Ümmî Sinan

ÜMMÎ SİNÂN
 
 
 
HAYATI
 
Antalya’nın Elmalı ilçesinde pek çok Hakk Dostu Erenler yatmaktadır.
 
1603 tarihinde Hakk’a yürüyen, yüksek bir dağın başında mezarı bulunan ve Ümmî Sinân Hazretlerinin de şeyhi olan Hâlvetî Mürşidi Eroğlu Nûrî Efendi Hazretleri.
 
Tekke köyünde Abdâl Musa, Kaygusuz Abdâl, Büdelâ Sultan.
 
Elmalı Şehrinin içinde Vehhabi (Vâhib) Ümmî ve Ümmî Sinân…
 
Ümmî Sinân Hazretleri, gerçek bir Hakk Dostu Eren, Kâmil bir Ârif, aslen Âşık, Samimi bir Sufî, Derunî bir Derviş, Mutasavvıf, mürşid, âlim, müderris,ve hakiki bir melâmet miskinliği içinde yaşamış insanlara hizmet edip Niyazi Mısrî gibi nice değerler yetiştirmiş merkezde bir sevgi ocağı ahlâkçısıdır.
 
Basit gözüken anlatımıyla Yunus Emre Hazretleri tarzında deyişleri asırlardır Toros Dağlarında dilden dile sevgiye, aşka ve hakikate çağırarak çınlayıp gelmektedir.
 
Gazî-zâde Abdü’l-latif Efendi Tuhfetü’l- Asrî Fî Menakıb-i Mısrî isimli eserinde, “Tarikat ve Hakikat Mürşidi” olarak tanıttığı Ümmî Sinân Hazretleri Elmalı İlçesinde doğup yaşamıştır.

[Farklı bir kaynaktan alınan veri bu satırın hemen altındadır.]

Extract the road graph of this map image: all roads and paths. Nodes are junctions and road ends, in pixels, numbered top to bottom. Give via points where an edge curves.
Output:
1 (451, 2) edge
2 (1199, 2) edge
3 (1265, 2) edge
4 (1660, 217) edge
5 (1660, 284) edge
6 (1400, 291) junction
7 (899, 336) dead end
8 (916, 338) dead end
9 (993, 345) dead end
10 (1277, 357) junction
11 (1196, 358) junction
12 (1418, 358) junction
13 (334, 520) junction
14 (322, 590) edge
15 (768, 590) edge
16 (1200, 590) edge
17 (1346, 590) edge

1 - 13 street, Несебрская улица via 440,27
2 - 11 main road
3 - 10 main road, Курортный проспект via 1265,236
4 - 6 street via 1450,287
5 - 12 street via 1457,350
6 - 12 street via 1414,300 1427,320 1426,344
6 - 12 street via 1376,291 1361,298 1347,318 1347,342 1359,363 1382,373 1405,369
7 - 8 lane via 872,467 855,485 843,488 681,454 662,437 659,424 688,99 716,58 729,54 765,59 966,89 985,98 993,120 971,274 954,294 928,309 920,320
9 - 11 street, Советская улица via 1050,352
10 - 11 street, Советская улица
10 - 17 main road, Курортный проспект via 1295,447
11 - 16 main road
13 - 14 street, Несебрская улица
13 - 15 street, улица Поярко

Bir beytinde kendisi şöyle buyurmaktadır:
 
İsm-i a’zam bî-nişân ü lâ-mekân şehrindendir
Şehr-i Elmalu Sinân Ümmî okurlar aduma
 
Büyük isimli, nişansızlık ve mekansızlık âlemi şehirlerinden birisi olan Erenler Yurdu Elmalı Şehrinde Ümmî Sinân derler bana..
 
Asıl adı Yusuf olan Ümmî Sinân Hazretleri’nin doğumu yaklaşık olarak 1563 yılları civarındadır.
Kendisinin yetiştirdiği Anadolu’nun Muhyiddin-i Arabî’si sayılan meşhur Niyazi Mısrî Hazretleri eserlerinde şeyhini hep yâd etmiştir. Kendi el yazması “Hâtrâtı” ve “Kelimât-ı Kudsiyye-İrfan Sofraları” eserleri bu yönden değerlidir.
 
Niyazi Mısrî Hazretleri kırk yaşında iken, doksan yaşında vefât eden Şeyhi için düştüğü tarih 1657 dir.
 
Yaşadığı ve  adıyla anılan câmisi avlusundaki türbesinde yaşamakta olan Hak Ereni,  o zamanlar Elmalı şehrinde; mânâda mutasavvıf, maddede müderris-profesör olarak ilim ve faziletiyle meşhur olan Ümmî Sinân Hazretleri yurdunu överken:
 
Zâhirde dirahşân ü bâtında cevâhirdân
Elmalu diyüp geçmez bir dil ki ola insân
 
Bâtındaki eşsiz cevahirlerin zâhirdeki ışıklarını saçan bu değerli şehre aklı olan kimse Elmalı deyip geçip-gitmez!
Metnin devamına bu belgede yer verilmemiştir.